April 2018 Interview:
April 2018 Interview Synopsis:
The sentencing of an alleged gang of ATM bombers to life sentences, and then some, despite the state conceding it did not have a case strong enough for a conviction occupied much of Judge Thokozile Mbatha’s 27-minute interview before the Judicial Service Commission (JSC).
Commissioner CP Fourie, one of two lawyers representing the attorneys’ profession at the JSC led the cross-examination asking Mbatha whether she had recorded the state’s concessions in her judgment and why she had not given reasons for the hefty sentences. The appeal court in the matter found that “there was no reliable evidence before the Court a quo to sustain a conviction on any of the counts and the Appellants ought to have been acquitted. Counsel for the State has confirmed that in the Court a quo he did not seek a conviction against the Appellants in respect of the counts set out in paragraph supra. Notwithstanding this the learned Judge convicted the Appellants on those counts.”

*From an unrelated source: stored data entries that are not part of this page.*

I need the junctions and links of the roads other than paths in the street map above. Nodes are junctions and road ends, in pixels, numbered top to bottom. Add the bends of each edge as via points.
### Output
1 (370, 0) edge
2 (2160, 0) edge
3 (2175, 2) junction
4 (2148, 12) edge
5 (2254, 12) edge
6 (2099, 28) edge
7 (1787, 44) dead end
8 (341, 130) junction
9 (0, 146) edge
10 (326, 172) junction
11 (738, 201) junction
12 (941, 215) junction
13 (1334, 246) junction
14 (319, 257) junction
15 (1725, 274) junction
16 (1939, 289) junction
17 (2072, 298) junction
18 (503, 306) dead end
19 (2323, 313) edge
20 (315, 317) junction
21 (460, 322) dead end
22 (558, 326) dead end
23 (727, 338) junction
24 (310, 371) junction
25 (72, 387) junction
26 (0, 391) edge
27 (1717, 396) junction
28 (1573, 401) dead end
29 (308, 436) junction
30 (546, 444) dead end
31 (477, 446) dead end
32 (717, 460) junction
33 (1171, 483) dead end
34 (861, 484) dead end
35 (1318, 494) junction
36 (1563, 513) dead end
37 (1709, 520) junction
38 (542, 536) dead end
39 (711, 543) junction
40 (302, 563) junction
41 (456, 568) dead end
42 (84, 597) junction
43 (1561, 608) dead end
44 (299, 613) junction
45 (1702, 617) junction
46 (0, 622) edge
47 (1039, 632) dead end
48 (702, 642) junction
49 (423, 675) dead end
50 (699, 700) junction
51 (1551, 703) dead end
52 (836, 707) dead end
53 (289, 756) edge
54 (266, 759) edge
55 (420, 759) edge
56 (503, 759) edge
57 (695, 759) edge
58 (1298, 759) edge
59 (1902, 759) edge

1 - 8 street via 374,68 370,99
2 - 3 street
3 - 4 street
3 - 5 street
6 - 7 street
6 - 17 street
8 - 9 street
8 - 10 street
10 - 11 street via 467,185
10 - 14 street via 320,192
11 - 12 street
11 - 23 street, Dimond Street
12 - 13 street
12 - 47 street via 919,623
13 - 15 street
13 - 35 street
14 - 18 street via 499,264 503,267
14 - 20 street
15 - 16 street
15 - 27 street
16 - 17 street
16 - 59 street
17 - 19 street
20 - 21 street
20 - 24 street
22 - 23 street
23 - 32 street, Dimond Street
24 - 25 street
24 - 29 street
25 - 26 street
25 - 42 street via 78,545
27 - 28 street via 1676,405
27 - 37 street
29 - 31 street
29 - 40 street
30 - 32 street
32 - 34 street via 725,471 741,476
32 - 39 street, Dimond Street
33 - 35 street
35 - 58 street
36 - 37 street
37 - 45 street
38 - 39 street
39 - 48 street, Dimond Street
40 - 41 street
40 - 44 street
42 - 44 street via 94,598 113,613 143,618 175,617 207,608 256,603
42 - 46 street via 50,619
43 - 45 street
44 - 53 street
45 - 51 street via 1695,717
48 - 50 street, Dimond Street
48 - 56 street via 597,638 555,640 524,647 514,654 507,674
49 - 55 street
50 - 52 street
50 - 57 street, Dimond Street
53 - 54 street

Mbatha, describing the almost year-long matter as “not a clear-cut case” which was “based mainly in circumstantial evidence”, admitted that it was “maybe an oversight” on her part for not doing so.
She said the case had “lots of grey areas” and that she wanted it to go on appeal because of this. The full high court bench which heard the appeal was scathing of Mbatha’s earlier judgement as it overturned the ruling and sentences.
On the fractious atmosphere at the Supreme Court of Appeal, Mbatha said: “In simple terms, I felt there was some sort of gate-keeping process… You hear comments [like] ‘This one should not be here,’” she said.
Mbatha added that there was an intimidatory atmosphere when acting judges were allocated judgments to be written with “threats” that “judgments will be taken away from you”. She described one incident where it appeared that she was harassed several times for drafts by the presiding judge in a matter where she was the scribe.
“It was an intimidatory atmosphere which I found unsettling,” she told the commission.